▸ **AIM OF THE EXERCISE**
Below are some records. Print exactly the lines between the one holding "middle mcp: (110, 64)" and the one holding "pinky tip: (82, 98)", inclusive, and nothing else.
☆ ☆ ☆
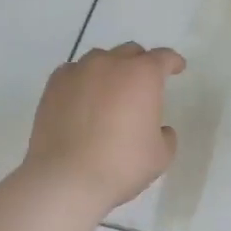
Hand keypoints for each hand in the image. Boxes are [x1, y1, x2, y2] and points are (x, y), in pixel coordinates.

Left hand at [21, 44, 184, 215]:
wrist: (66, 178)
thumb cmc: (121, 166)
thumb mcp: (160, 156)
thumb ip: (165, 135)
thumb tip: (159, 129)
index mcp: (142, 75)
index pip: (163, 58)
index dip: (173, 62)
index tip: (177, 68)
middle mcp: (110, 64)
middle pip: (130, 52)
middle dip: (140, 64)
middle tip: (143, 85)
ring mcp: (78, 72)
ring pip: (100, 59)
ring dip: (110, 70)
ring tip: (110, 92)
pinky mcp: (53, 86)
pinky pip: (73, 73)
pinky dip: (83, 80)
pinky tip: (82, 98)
☆ ☆ ☆
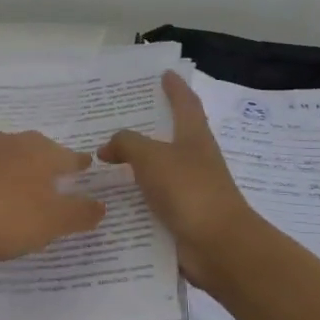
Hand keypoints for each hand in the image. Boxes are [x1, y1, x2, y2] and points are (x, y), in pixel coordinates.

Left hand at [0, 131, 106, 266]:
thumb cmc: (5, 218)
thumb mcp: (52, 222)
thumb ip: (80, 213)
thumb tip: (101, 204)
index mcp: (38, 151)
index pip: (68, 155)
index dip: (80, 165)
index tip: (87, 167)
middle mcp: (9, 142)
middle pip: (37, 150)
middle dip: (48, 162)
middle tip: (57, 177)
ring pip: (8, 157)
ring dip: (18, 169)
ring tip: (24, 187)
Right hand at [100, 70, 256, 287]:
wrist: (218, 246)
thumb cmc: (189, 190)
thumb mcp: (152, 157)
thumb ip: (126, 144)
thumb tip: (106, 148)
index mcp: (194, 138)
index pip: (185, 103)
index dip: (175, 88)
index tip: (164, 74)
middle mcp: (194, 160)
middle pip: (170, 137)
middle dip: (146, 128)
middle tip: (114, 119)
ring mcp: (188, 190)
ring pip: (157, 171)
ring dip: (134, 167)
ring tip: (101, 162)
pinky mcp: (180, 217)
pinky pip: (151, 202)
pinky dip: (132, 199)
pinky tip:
☆ ☆ ☆
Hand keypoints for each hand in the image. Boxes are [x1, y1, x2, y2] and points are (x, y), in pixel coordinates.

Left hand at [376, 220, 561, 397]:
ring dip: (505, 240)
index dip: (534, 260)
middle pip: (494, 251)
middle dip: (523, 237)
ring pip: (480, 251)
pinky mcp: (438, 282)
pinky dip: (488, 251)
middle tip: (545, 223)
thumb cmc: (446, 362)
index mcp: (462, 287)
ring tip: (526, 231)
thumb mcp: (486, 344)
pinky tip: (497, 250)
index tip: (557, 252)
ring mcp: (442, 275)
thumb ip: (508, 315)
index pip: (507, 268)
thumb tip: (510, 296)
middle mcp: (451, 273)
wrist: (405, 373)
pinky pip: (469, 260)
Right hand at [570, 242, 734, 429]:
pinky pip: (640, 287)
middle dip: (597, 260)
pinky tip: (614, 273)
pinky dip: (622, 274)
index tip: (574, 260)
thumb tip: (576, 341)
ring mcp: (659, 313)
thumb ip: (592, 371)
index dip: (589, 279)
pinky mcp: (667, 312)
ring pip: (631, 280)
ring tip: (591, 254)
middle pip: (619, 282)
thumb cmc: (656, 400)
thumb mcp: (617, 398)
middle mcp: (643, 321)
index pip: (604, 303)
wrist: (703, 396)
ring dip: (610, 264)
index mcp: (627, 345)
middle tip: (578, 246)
☆ ☆ ☆
▸ **EXERCISE ANSWER**
middle mcp: (110, 64)
middle pip: (130, 52)
middle dip: (140, 64)
middle tip: (143, 85)
ring mcp: (78, 72)
ring pip: (100, 59)
ring dip: (110, 70)
ring tip: (110, 92)
pinky mcp: (53, 86)
pinky pip: (73, 73)
pinky dip: (83, 80)
pinky tip: (82, 98)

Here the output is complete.